WHAT IS BEING ASKED: Your task is to extract every line from the material below exactly.

──────── EXERCISE DATA

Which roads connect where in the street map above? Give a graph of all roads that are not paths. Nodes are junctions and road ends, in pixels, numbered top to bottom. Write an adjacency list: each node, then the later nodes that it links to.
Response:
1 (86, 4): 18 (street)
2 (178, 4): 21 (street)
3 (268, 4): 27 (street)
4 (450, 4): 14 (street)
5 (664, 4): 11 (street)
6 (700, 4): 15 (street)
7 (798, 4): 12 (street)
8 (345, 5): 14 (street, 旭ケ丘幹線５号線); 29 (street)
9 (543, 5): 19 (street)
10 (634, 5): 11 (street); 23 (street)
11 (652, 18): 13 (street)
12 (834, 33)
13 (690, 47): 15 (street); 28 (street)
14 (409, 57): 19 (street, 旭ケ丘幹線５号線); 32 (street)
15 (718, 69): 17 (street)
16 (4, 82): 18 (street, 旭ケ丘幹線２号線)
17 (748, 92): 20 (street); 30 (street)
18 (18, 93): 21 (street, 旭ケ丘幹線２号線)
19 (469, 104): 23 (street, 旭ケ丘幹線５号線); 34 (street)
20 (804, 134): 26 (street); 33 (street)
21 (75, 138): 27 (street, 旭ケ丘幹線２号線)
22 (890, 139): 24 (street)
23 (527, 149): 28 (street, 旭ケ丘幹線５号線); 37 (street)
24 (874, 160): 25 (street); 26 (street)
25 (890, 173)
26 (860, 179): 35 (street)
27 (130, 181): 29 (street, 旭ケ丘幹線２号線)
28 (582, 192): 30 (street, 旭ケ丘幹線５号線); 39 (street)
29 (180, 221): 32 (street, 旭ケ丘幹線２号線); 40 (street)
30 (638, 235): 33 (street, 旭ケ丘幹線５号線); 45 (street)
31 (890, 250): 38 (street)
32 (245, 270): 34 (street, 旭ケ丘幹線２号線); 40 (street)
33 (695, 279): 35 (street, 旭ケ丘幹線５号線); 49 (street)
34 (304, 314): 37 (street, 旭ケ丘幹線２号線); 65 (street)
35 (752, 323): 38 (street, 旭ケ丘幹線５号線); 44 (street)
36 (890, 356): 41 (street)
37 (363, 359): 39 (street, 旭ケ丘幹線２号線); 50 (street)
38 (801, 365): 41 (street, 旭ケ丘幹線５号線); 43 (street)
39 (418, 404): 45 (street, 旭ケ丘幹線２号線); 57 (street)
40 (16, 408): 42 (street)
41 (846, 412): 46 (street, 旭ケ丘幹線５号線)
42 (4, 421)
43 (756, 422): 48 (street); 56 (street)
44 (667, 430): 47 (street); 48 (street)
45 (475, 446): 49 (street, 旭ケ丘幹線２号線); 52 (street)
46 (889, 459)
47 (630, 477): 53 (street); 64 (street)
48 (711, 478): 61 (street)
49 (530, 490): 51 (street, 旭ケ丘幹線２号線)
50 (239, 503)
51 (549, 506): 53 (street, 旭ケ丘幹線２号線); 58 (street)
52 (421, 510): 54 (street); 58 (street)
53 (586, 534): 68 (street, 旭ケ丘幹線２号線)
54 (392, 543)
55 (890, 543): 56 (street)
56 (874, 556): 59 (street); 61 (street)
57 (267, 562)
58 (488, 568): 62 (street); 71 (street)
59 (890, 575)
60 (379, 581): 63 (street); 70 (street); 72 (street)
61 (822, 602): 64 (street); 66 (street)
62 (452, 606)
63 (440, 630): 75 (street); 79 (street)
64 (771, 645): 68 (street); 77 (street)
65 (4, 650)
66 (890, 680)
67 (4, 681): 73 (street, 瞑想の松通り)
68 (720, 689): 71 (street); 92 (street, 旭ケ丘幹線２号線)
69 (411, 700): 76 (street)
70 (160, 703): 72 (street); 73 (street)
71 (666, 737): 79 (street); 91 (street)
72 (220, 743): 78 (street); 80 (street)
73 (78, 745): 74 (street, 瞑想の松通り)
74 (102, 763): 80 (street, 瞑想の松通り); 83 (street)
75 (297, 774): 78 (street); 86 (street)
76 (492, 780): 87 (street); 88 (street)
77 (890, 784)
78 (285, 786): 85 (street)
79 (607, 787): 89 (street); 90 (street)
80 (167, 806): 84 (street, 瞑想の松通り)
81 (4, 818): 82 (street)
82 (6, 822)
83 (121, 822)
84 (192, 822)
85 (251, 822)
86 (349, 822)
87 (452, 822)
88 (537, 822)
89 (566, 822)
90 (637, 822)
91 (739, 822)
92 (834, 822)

────────────────

EXERCISE OUTPUT:
Which roads connect where in the street map above? Give a graph of all roads that are not paths. Nodes are junctions and road ends, in pixels, numbered top to bottom. Write an adjacency list: each node, then the later nodes that it links to.
Response:
1 (86, 4): 18 (street)
2 (178, 4): 21 (street)
3 (268, 4): 27 (street)
4 (450, 4): 14 (street)
5 (664, 4): 11 (street)
6 (700, 4): 15 (street)
7 (798, 4): 12 (street)
8 (345, 5): 14 (street, 旭ケ丘幹線５号線); 29 (street)
9 (543, 5): 19 (street)
10 (634, 5): 11 (street); 23 (street)
11 (652, 18): 13 (street)
12 (834, 33)
13 (690, 47): 15 (street); 28 (street)
14 (409, 57): 19 (street, 旭ケ丘幹線５号線); 32 (street)
15 (718, 69): 17 (street)
16 (4, 82): 18 (street, 旭ケ丘幹線２号線)
17 (748, 92): 20 (street); 30 (street)
18 (18, 93): 21 (street, 旭ケ丘幹線２号線)
19 (469, 104): 23 (street, 旭ケ丘幹線５号線); 34 (street)
20 (804, 134): 26 (street); 33 (street)
21 (75, 138): 27 (street, 旭ケ丘幹線２号線)
22 (890, 139): 24 (street)
23 (527, 149): 28 (street, 旭ケ丘幹線５号線); 37 (street)
24 (874, 160): 25 (street); 26 (street)
25 (890, 173)
26 (860, 179): 35 (street)
27 (130, 181): 29 (street, 旭ケ丘幹線２号線)
28 (582, 192): 30 (street, 旭ケ丘幹線５号線); 39 (street)
29 (180, 221): 32 (street, 旭ケ丘幹線２号線); 40 (street)
30 (638, 235): 33 (street, 旭ケ丘幹線５号線); 45 (street)
31 (890, 250): 38 (street)
32 (245, 270): 34 (street, 旭ケ丘幹線２号線); 40 (street)
33 (695, 279): 35 (street, 旭ケ丘幹線５号線); 49 (street)
34 (304, 314): 37 (street, 旭ケ丘幹線２号線); 65 (street)
35 (752, 323): 38 (street, 旭ケ丘幹線５号線); 44 (street)
36 (890, 356): 41 (street)
37 (363, 359): 39 (street, 旭ケ丘幹線２号線); 50 (street)
38 (801, 365): 41 (street, 旭ケ丘幹線５号線); 43 (street)
39 (418, 404): 45 (street, 旭ケ丘幹線２号線); 57 (street)
40 (16, 408): 42 (street)
41 (846, 412): 46 (street, 旭ケ丘幹線５号線)
42 (4, 421)
43 (756, 422): 48 (street); 56 (street)
44 (667, 430): 47 (street); 48 (street)
45 (475, 446): 49 (street, 旭ケ丘幹線２号線); 52 (street)
46 (889, 459)
47 (630, 477): 53 (street); 64 (street)
48 (711, 478): 61 (street)
49 (530, 490): 51 (street, 旭ケ丘幹線２号線)
50 (239, 503)
51 (549, 506): 53 (street, 旭ケ丘幹線２号線); 58 (street)
52 (421, 510): 54 (street); 58 (street)
53 (586, 534): 68 (street, 旭ケ丘幹線２号線)
54 (392, 543)
55 (890, 543): 56 (street)
56 (874, 556): 59 (street); 61 (street)
57 (267, 562)
58 (488, 568): 62 (street); 71 (street)
59 (890, 575)
60 (379, 581): 63 (street); 70 (street); 72 (street)
61 (822, 602): 64 (street); 66 (street)
62 (452, 606)
63 (440, 630): 75 (street); 79 (street)
64 (771, 645): 68 (street); 77 (street)
65 (4, 650)
66 (890, 680)
67 (4, 681): 73 (street, 瞑想の松通り)
68 (720, 689): 71 (street); 92 (street, 旭ケ丘幹線２号線)
69 (411, 700): 76 (street)
70 (160, 703): 72 (street); 73 (street)
71 (666, 737): 79 (street); 91 (street)
72 (220, 743): 78 (street); 80 (street)
73 (78, 745): 74 (street, 瞑想の松通り)
74 (102, 763): 80 (street, 瞑想の松通り); 83 (street)
75 (297, 774): 78 (street); 86 (street)
76 (492, 780): 87 (street); 88 (street)
77 (890, 784)
78 (285, 786): 85 (street)
79 (607, 787): 89 (street); 90 (street)
80 (167, 806): 84 (street, 瞑想の松通り)
81 (4, 818): 82 (street)
82 (6, 822)
83 (121, 822)
84 (192, 822)
85 (251, 822)
86 (349, 822)
87 (452, 822)
88 (537, 822)
89 (566, 822)
90 (637, 822)
91 (739, 822)
92 (834, 822)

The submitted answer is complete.